I suspect that when the Mapes father and grandfather signed the Revolutionary Pledge, someone wrote their names for them, and they "made their sign" or marked an X beside it. I think it's likely that a lot of people signed the Revolutionary Pledge that way. I doubt if literacy rates in the 1770s were any better than they were in the 1850s.

Illiteracy also explains how spelling variations in names occurred from one document to the next. For example, Ashbel Mapes is recorded in census records and other papers as Ashibel, Ashibald, Ashbel, and Ashabel. Ashbel couldn't write or read, so he didn't know how his name was supposed to be spelled. He told his name and someone else recorded it with spelling that was invented on the spot.

The Revolutionary Pledge


And what was the Revolutionary Pledge that Smith and Samuel Mapes signed? Well, I found a bit of information about the Pledge in some old histories of Orange County, New York. During the Revolutionary War, two lists were kept in Orange County. One list had the names of the Orange County residents who had signed the Revolutionary Pledge, indicating that they supported the Revolution and freedom from English rule. The other list had the names of the Orange County Loyalists who wanted New York to remain an English Colony. The people on the list of Loyalists complained that they were harassed by the Orange County militia.

Today, I found an old book that claims that the Samuel Mapes family came from Wales. It gives some names and dates back into the 1600s -- and so it goes. The twigs are always branching.

-----------

Enough already! This surely interests me far more than it does you. I just wanted to explain a bit of what has been keeping me away from my blogs, causing me to stay up late, and even popping up in my dreams.
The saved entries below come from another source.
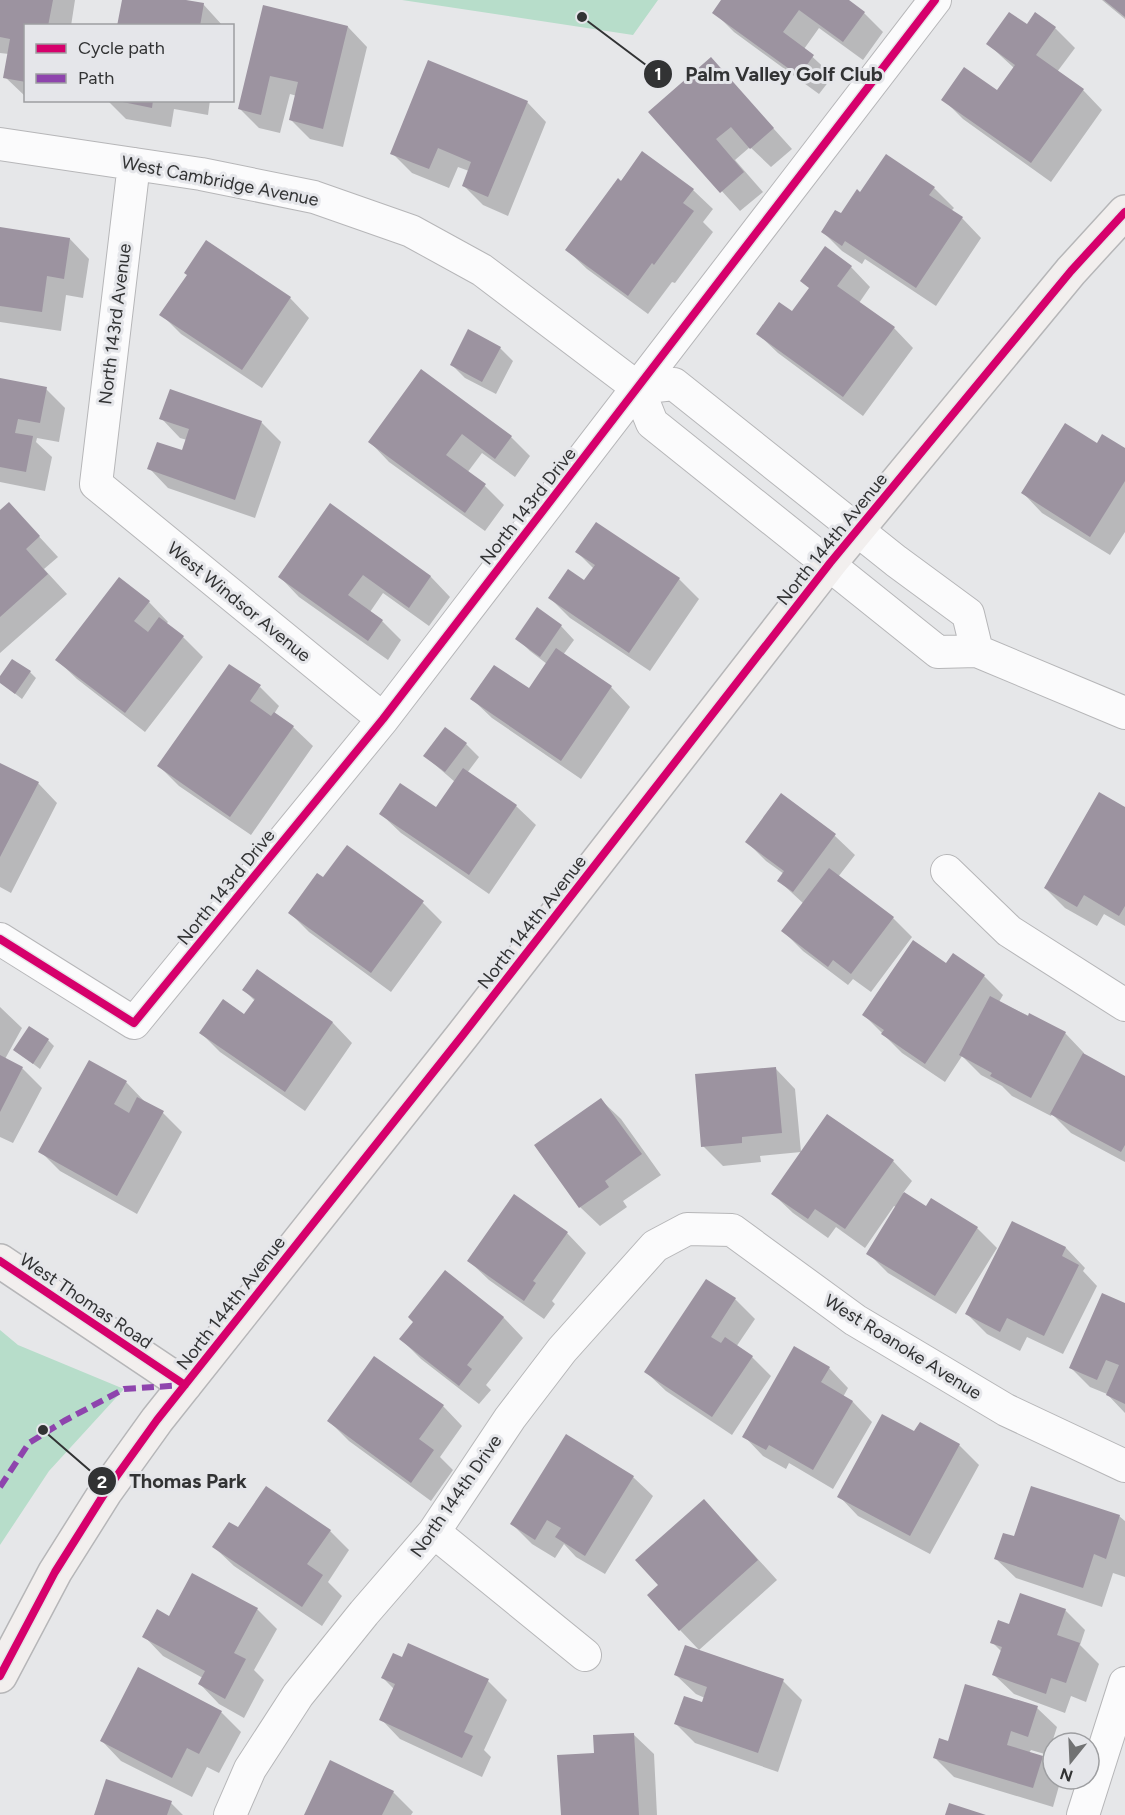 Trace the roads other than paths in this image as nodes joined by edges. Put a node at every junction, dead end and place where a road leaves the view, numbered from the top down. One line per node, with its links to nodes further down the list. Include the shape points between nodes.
1 (935, 0): 5 (street, North 143rd Drive)
2 (0, 144): 3 (street, West Cambridge Avenue)
3 (134, 164): 5 (street, West Cambridge Avenue, via 314,197 411,231 482,270); 8 (street, North 143rd Avenue)
4 (1125, 212): 9 (main road, North 144th Avenue, via 1071,271)
5 (638, 388): 6 (street, via 674,384); 7 (street, via 652,423); 13 (street, North 143rd Drive)
6 (732, 431): 7 (street); 9 (street)
7 (705, 464): 10 (street)
8 (96, 484): 13 (street, West Windsor Avenue)
9 (858, 531): 10 (main road, North 144th Avenue); 11 (street, via 968,614)
10 (830, 563): 11 (street, via 938,652); 19 (main road, North 144th Avenue)
11 (977, 651): 12 (street)
12 (1125, 713)
13 (383, 719): 15 (street, North 143rd Drive, via 134,1023)
14 (947, 871): 16 (street, via 1009,931)
15 (0, 939)
16 (1125, 1005)
17 (687, 1229): 20 (street, West Roanoke Avenue, via 732,1230 855,1320 1006,1410); 21 (street, North 144th Drive, via 655,1245 562,1350 510,1418)
18 (0, 1261): 19 (main road, West Thomas Road)
19 (185, 1385): 23 (main road, North 144th Avenue, via 99,1502 55,1572)
20 (1125, 1466)
21 (434, 1532): 22 (street); 25 (street, North 144th Drive, via 298,1695 250,1769)
22 (585, 1655)
23 (0, 1676)
24 (1125, 1683): 26 (street)
25 (230, 1815)
26 (1083, 1815)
I've become obsessed, and I blame it all on Ancestry.com.

Friday, January 21, 2011

Thrills and Chills

Windshield photos


By the time I came home from work late yesterday afternoon, the ground was white with new snow. When I turned off the highway onto our little road, I stopped to get our mail.

Our Mennonite neighbor lady and her two youngest daughters were coming down the hill. I waited for them so they wouldn't have to walk on the slippery edges of the road as I passed. It occurred to me that I should steal a photo as I was sitting there, so I took this through the windshield of my car.
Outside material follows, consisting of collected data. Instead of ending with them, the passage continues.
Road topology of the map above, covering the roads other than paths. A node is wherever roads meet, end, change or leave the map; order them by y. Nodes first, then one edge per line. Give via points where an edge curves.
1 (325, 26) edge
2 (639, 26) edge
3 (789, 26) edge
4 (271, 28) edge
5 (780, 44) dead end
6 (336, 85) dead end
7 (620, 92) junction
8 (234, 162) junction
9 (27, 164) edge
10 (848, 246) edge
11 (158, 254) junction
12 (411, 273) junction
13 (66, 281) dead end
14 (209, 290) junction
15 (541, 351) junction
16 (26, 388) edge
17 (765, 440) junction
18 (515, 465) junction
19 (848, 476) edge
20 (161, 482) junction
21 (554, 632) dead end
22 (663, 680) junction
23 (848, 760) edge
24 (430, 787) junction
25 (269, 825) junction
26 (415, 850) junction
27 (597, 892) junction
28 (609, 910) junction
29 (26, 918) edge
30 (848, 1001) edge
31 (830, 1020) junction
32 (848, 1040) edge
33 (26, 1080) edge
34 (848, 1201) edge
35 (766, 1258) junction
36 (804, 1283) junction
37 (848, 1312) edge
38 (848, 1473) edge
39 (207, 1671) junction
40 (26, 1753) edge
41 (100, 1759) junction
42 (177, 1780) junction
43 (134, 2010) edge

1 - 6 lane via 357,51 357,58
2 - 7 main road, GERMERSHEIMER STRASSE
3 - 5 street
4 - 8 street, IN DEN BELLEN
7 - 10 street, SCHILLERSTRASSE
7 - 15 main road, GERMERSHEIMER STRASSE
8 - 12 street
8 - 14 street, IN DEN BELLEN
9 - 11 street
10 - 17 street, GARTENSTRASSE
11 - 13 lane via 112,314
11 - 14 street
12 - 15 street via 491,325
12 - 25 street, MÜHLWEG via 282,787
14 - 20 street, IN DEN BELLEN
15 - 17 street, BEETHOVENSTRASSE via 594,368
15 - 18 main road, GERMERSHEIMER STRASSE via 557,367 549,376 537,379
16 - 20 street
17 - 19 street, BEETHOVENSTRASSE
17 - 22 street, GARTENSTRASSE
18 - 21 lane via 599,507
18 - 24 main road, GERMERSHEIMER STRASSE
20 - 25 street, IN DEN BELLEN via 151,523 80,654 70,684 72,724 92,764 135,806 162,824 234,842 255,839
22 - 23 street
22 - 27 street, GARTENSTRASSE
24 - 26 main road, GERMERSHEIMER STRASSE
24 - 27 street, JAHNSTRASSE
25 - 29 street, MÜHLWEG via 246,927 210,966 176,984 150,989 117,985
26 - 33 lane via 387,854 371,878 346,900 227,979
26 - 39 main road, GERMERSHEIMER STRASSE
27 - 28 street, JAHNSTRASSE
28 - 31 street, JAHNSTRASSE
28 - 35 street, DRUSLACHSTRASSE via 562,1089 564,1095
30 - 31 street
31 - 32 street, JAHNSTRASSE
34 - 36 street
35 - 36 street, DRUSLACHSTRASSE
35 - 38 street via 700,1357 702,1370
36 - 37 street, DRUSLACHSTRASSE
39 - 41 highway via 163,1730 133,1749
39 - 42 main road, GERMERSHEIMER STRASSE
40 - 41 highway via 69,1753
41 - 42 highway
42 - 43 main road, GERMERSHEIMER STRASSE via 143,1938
Whenever we have a cold, windy, snowy day, it's a sure bet that our neighbor lady will be out for a stroll. She loves braving the weather in her big boots and her wooly scarf and mittens. True to form, when she got to the bottom of the hill, she told me that she was really enjoying the weather!


The roads were slick last night and slicker this morning. WHOP in Hopkinsville reported numerous accidents. School was cancelled.

I left for work half an hour early. The road was a bright ribbon of ice. I stopped for a moment and took a photo through the windshield.

Just a few minutes later, I hit a little pothole or patch in the road, and it sent my car into a skid. In a second, I did a 180-degree turn and found myself facing the opposite direction. I didn't go into the ditch. I came safely to a stop.  After a moment of reflection, I turned around in a nearby driveway and went down the road again, more cautiously than ever.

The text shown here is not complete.